Data in this exercise =

- Opening Delimiter -

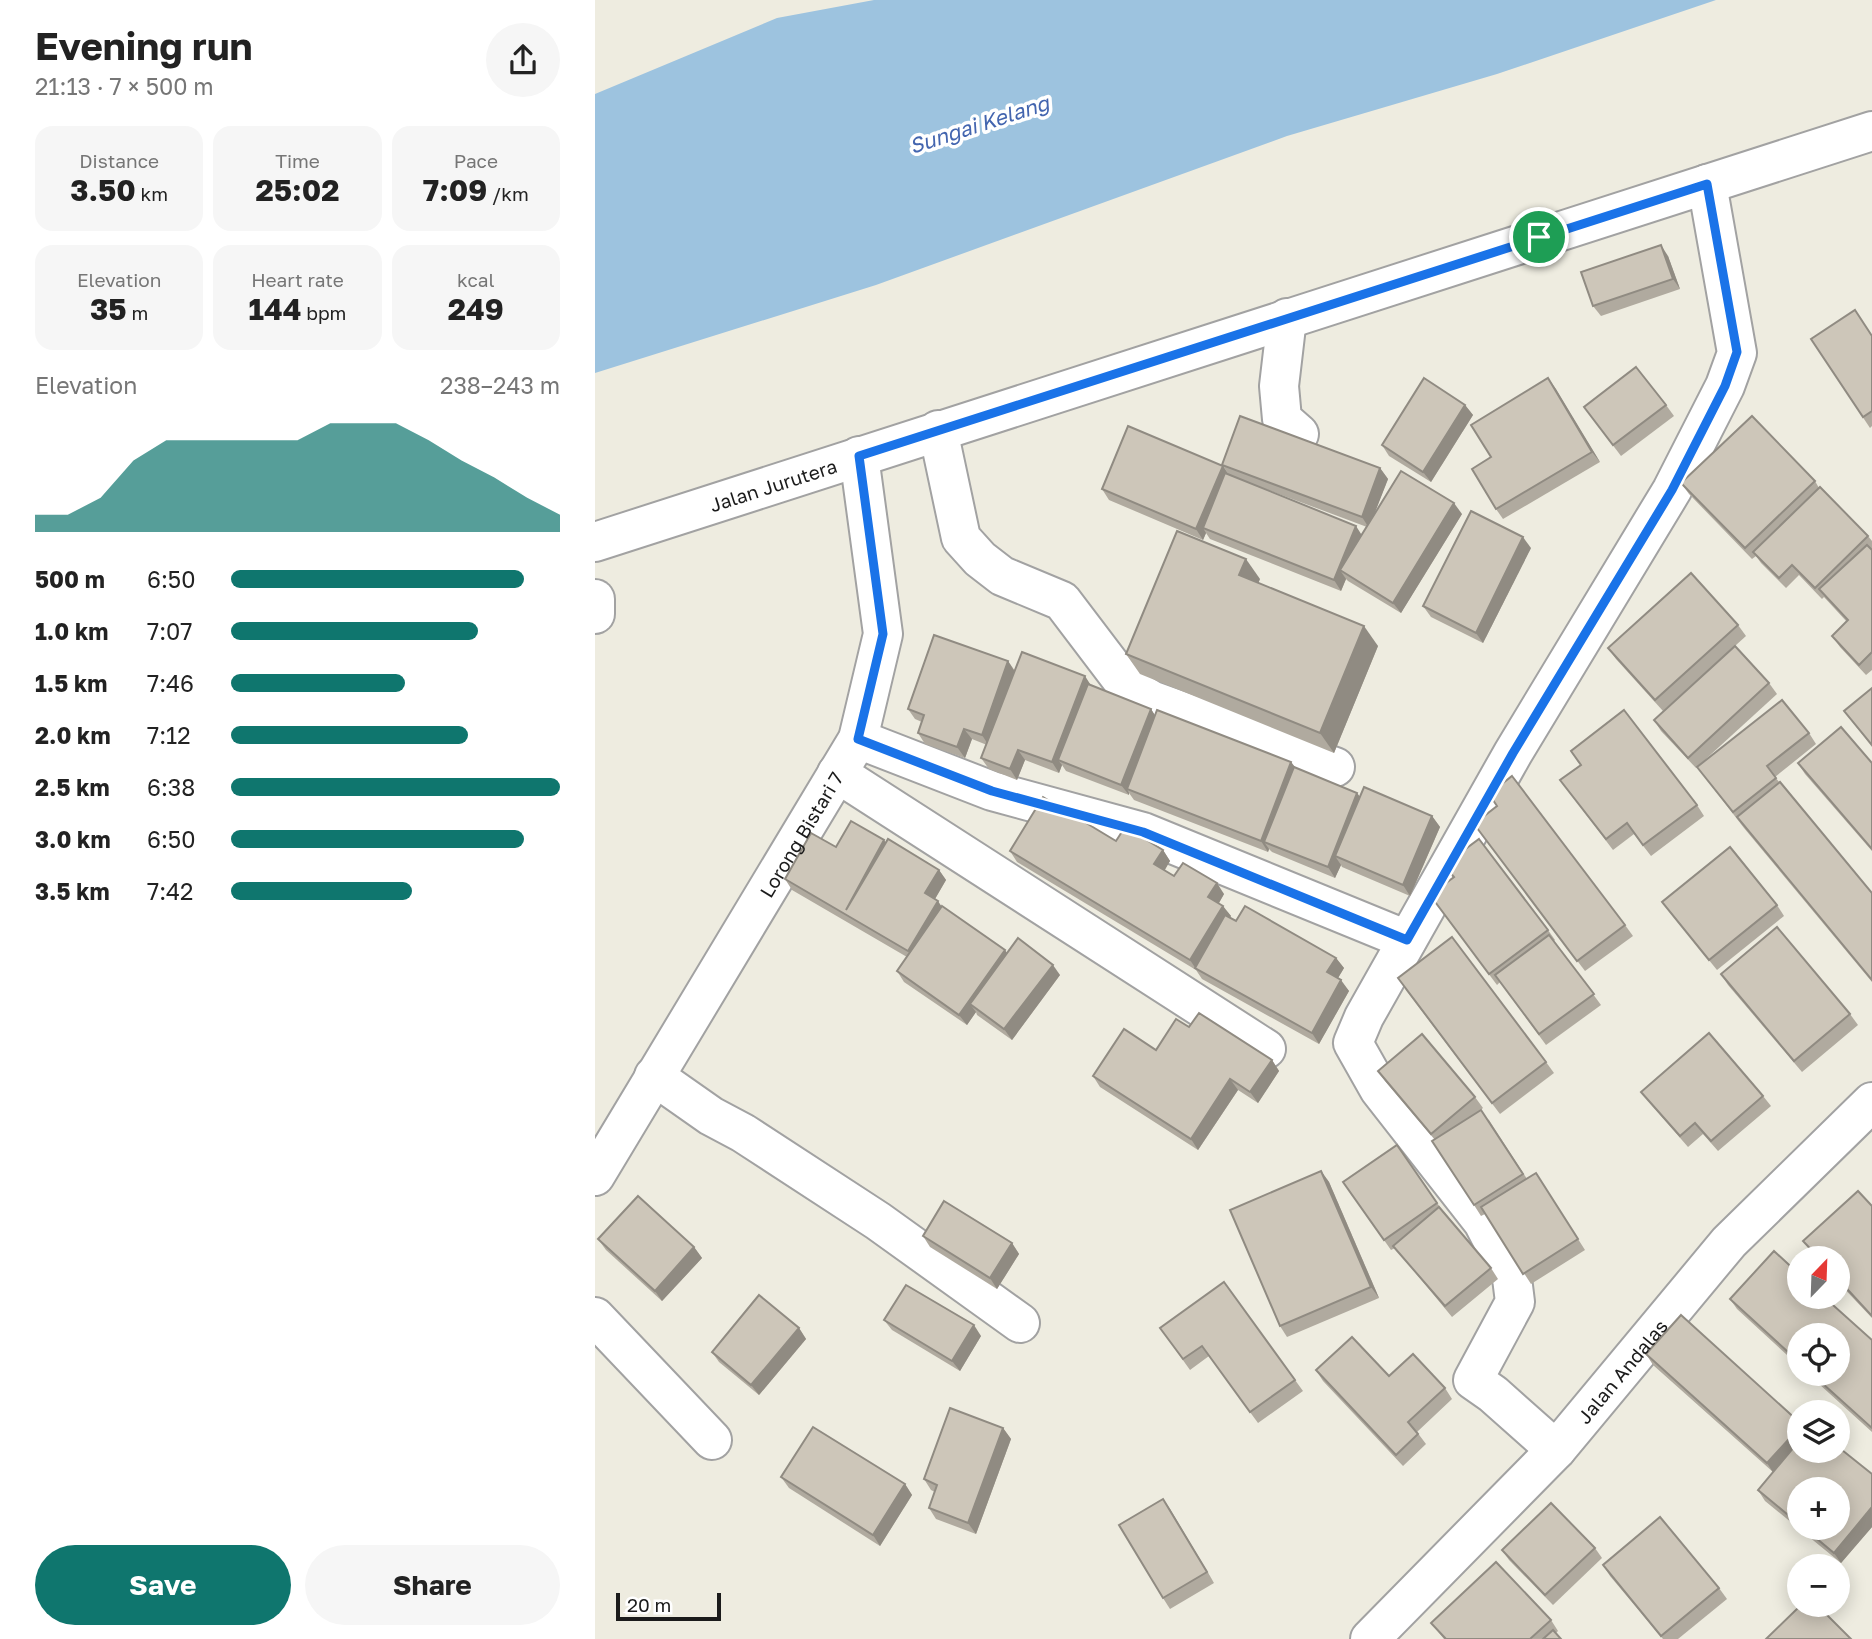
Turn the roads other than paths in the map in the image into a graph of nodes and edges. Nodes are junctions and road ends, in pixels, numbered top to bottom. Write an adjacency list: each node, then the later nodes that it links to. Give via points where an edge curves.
1 (1872, 131): 2 (street, Jalan Jurutera)
2 (1707, 184): 3 (street, Jalan Jurutera); 13 (street, via 1737,352 1725,386 1672,490 1513,753)
3 (1287, 318): 4 (street, Jalan Jurutera); 5 (street, via 1279,386 1282,419)
4 (938, 430): 6 (street, Jalan Jurutera); 11 (street, via 961,538 1002,576 1062,601 1125,684 1151,700)
5 (1299, 434)
6 (859, 456): 7 (street, Jalan Jurutera); 10 (street, Lorong Bistari 7, via 883,634)
7 (595, 542)
8 (595, 599): 9 (street)
9 (595, 614)
10 (858, 739): 12 (street, Lorong Bistari 7); 13 (street, via 992,791 1143,832)
11 (1335, 767)
12 (837, 773): 14 (street); 15 (street, Lorong Bistari 7)
13 (1407, 940): 21 (street, via 1353,1043 1379,1089 1483,1222 1513,1278 1514,1302 1473,1380)
14 (1266, 1049)
15 (654, 1076): 17 (street, Lorong Bistari 7); 19 (street, via 878,1221)
16 (1872, 1102): 21 (street, Jalan Andalas, via 1729,1242)
17 (595, 1176)
18 (595, 1317): 20 (street)
19 (1020, 1323)
20 (712, 1440)
21 (1556, 1450): 22 (street, Jalan Andalas)
22 (1370, 1639)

- Closing Delimiter -

Task = Set down all of the data word for word; no pictures belong in it.

Answer for this exercise =
Turn the roads other than paths in the map in the image into a graph of nodes and edges. Nodes are junctions and road ends, in pixels, numbered top to bottom. Write an adjacency list: each node, then the later nodes that it links to. Give via points where an edge curves.
1 (1872, 131): 2 (street, Jalan Jurutera)
2 (1707, 184): 3 (street, Jalan Jurutera); 13 (street, via 1737,352 1725,386 1672,490 1513,753)
3 (1287, 318): 4 (street, Jalan Jurutera); 5 (street, via 1279,386 1282,419)
4 (938, 430): 6 (street, Jalan Jurutera); 11 (street, via 961,538 1002,576 1062,601 1125,684 1151,700)
5 (1299, 434)
6 (859, 456): 7 (street, Jalan Jurutera); 10 (street, Lorong Bistari 7, via 883,634)
7 (595, 542)
8 (595, 599): 9 (street)
9 (595, 614)
10 (858, 739): 12 (street, Lorong Bistari 7); 13 (street, via 992,791 1143,832)
11 (1335, 767)
12 (837, 773): 14 (street); 15 (street, Lorong Bistari 7)
13 (1407, 940): 21 (street, via 1353,1043 1379,1089 1483,1222 1513,1278 1514,1302 1473,1380)
14 (1266, 1049)
15 (654, 1076): 17 (street, Lorong Bistari 7); 19 (street, via 878,1221)
16 (1872, 1102): 21 (street, Jalan Andalas, via 1729,1242)
17 (595, 1176)
18 (595, 1317): 20 (street)
19 (1020, 1323)
20 (712, 1440)
21 (1556, 1450): 22 (street, Jalan Andalas)
22 (1370, 1639)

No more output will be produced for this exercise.